Se o Senhor propõe alguma grande prova,
Dá graças, dá forças que serão bastantes,
Mais do que bastantes ao saltar que inova,
Para a ultrapassar. É quando mui distantes
Dele nos sentimos que urge a nós dizer:
Estarei eu mesmo a aproveitar, sabendo
Reparar deveras no que aqui me quer
No caminho pôr, a ver se não me rendo?
Carências
Às vezes passamos semanais inteiras
Carências de afecto: de carinho um gesto
Não vem de ninguém. Das invernais lareiras
O calor fugiu, a vida é esforço honesto
De sobrevivência. Examinar importa
A nossa fogueira como aquece o lar.
Devemos mais lenha colocar e a porta
Se calhar abrir a quem quiser entrar.
Devo colocar lenha na sã lareira
E devo tentar iluminar a sala
Escura em que muda a minha vida inteira.
Quando ouvir meu fogo em crepitar que embala,
A lenha a estalar, o fogaréu que dança,
Quentes labaredas a contar histórias,
A esperança volta a dar-nos quanto alcança.

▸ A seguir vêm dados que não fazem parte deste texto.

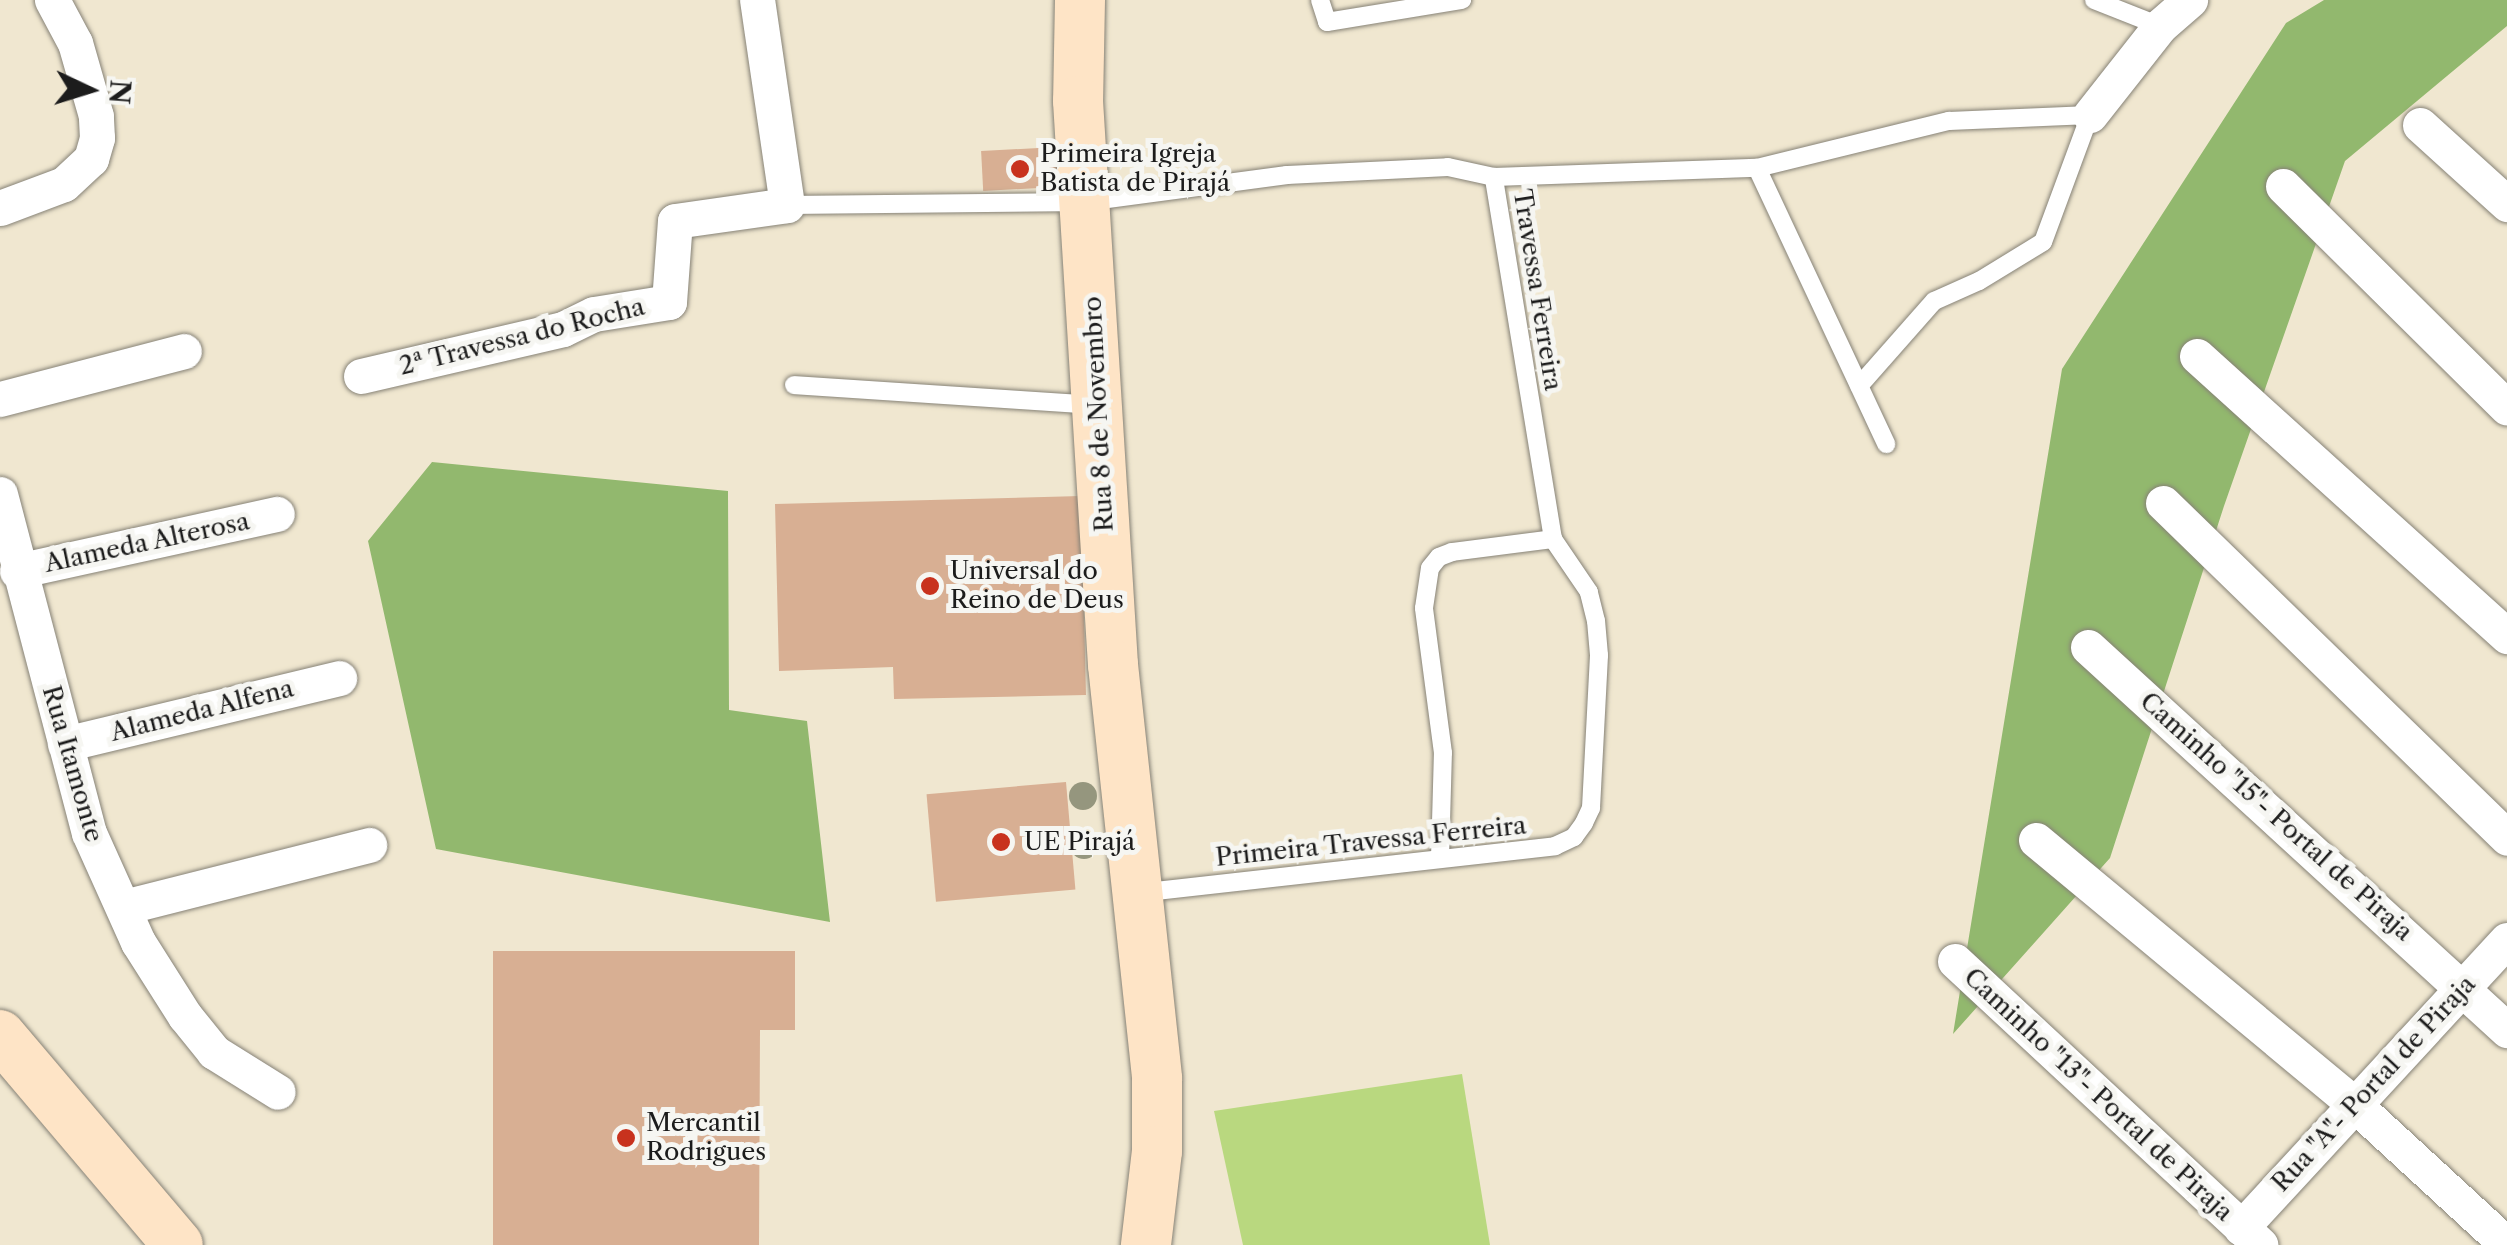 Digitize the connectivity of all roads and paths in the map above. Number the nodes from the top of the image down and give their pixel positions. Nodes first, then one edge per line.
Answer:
1 (52, 0) edge
2 (757, 0) edge
3 (1080, 0) edge
4 (1320, 0) edge
5 (1462, 0) edge
6 (2094, 0) edge
7 (2190, 0) edge
8 (2160, 26) junction
9 (2090, 115) junction
10 (2420, 125) dead end
11 (1757, 168) junction
12 (1494, 178) junction
13 (2283, 186) dead end
14 (1085, 202) junction
15 (2507, 204) edge
16 (787, 205) junction
17 (0, 208) edge
18 (184, 350) dead end
19 (2196, 356) dead end
20 (361, 376) dead end
21 (794, 385) dead end
22 (1860, 386) junction
23 (0, 400) edge
24 (1100, 405) junction
25 (2507, 408) edge
26 (1886, 444) dead end
27 (0, 494) edge
28 (2163, 503) dead end
29 (277, 514) dead end
30 (1553, 539) junction
31 (17, 571) junction
32 (2507, 636) edge
33 (2088, 646) dead end
34 (339, 678) dead end
35 (65, 744) junction
36 (1591, 808) joint
37 (2507, 838) edge
38 (2036, 840) dead end
39 (369, 845) dead end
40 (1440, 858) junction
41 (1138, 893) junction
42 (124, 907) junction
43 (2507, 940) edge
44 (1955, 961) dead end
45 (2463, 987) junction
46 (2507, 1030) edge
47 (0, 1035) edge
48 (278, 1092) dead end
49 (2354, 1105) junction
50 (2251, 1237) edge
51 (178, 1245) edge
52 (1146, 1245) edge
53 (2507, 1245) edge

1 - 17 street
2 - 16 street
3 - 14 main road, Rua 8 de Novembro
4 - 5 lane
6 - 8 lane
7 - 8 street
8 - 9 street
9 - 11 lane
9 - 22 lane
10 - 15 street
11 - 12 lane
11 - 22 lane
12 - 14 lane, Travessa Ferreira
12 - 30 lane, Travessa Ferreira
13 - 25 street
14 - 16 lane, Travessa Ferreira
14 - 24 main road, Rua 8 de Novembro
16 - 20 street, 2ª Travessa do Rocha
18 - 23 street
19 - 32 street
21 - 24 lane
22 - 26 lane
24 - 41 main road, Rua 8 de Novembro
27 - 31 street, Rua Itamonte
28 - 37 street
29 - 31 street, Alameda Alterosa
30 - 36 lane, Travessa Ferreira
30 - 40 lane
31 - 35 street, Rua Itamonte
33 - 45 street, Caminho "15"- Portal de Piraja
34 - 35 street, Alameda Alfena
35 - 42 street, Rua Itamonte
36 - 40 lane, Primeira Travessa Ferreira
38 - 49 street
39 - 42 street
40 - 41 lane, Primeira Travessa Ferreira
41 - 52 main road, Rua 8 de Novembro
42 - 48 street, Rua Itamonte
43 - 45 street, Rua "A"- Portal de Piraja
44 - 50 street, Caminho "13"- Portal de Piraja
45 - 46 street, Caminho "15"- Portal de Piraja
45 - 49 street, Rua "A"- Portal de Piraja
47 - 51 main road
49 - 50 street, Rua "A"- Portal de Piraja
49 - 53 street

Se capaz de amar, também do amor as glórias
Alcançar-me vêm de ser bem-amado.
É questão de tempo, um nada e é já passado.
Copo
Alguém parte um copo, foi sinal de sorte.
“Mas por que seria sorte o haver partido?” -
- Pergunta um rabi, de tradição suporte.
“Talvez um antigo de paz dedo erguido
A pôr à vontade a uma visita o azar” -
- Comenta um conviva, a tentear razões.
“Tradições judaicas” - lança o mestre ao ar -
“Dizem que há uma quota, a cada qual quinhões
Atribui de sorte que ele vai usando
Pela vida fora. Pode ser que renda,
Se ele a usar apenas num momento quando
Deveras precisa. Mas esbanja a prenda
Se a desperdiçar em qualquer coisa à toa.
Também nós, judeus, dizemos boa sorte
Quando alguém um copo parte e o vidro ecoa.
O que quer dizer: tu não perdeste o norte,
Não esbanjas sorte a tentar não partir
Um copo de nada. Então irás decerto
Logo utilizá-la onde vier porvir,
No que importante é, tornando o longe perto.”
Abade
Do mosteiro o abade a um eremita busca
Que o mais sábio era do mundo em redor.
“Se uma mulher bela, ao se deitar, patusca
Encontrar na cama, vai lograr supor
Que não é mulher?” - lhe perguntou, curioso.
“Não, mas lograria controlar-me bem.”
“E moedas de oiro, a rebrilhar de gozo,
No deserto ao ver, irá pensar também
Que são meras pedras?” - quer o abade ouvir.
“Não, mas controlar-me iria a não pegar.”
Insistiu o abade: “e então se você vir
Dois irmãos, um que ama e outro que é de odiar,
Achar conseguia que os dois são iguais?”
O sábio tornou: “mesmo a sofrer por dentro,
Trataria o que ama com uns modos tais
Que o não distinguia do que é de ódio centro.”
Volta então o abade e aos noviços fala:
“Vou-lhes explicar o que é que um sábio é:
Em vez de matar dele a paixão que abala,
Logra controlá-la, tem-se firme em pé.”
Pioneiros
Com os pioneiros do faroeste antigo
Aprendemos muito: com os índios lutam,
Cruzam o deserto, água, comida, abrigo
Em regiões remotas entre si disputam...
Do tempo as memórias notam este traço:
Eles só escreviam, conversavam sobre
O que fora bom, sem reclamar do espaço,
Música compunham, riam, rico ou pobre,
Das dificuldades a enfrentar que viam.
Assim conseguiam depressão, desânimo
Afastar do mundo que tão mal fruíam.
- E assim hoje em dia nos virão dar ânimo.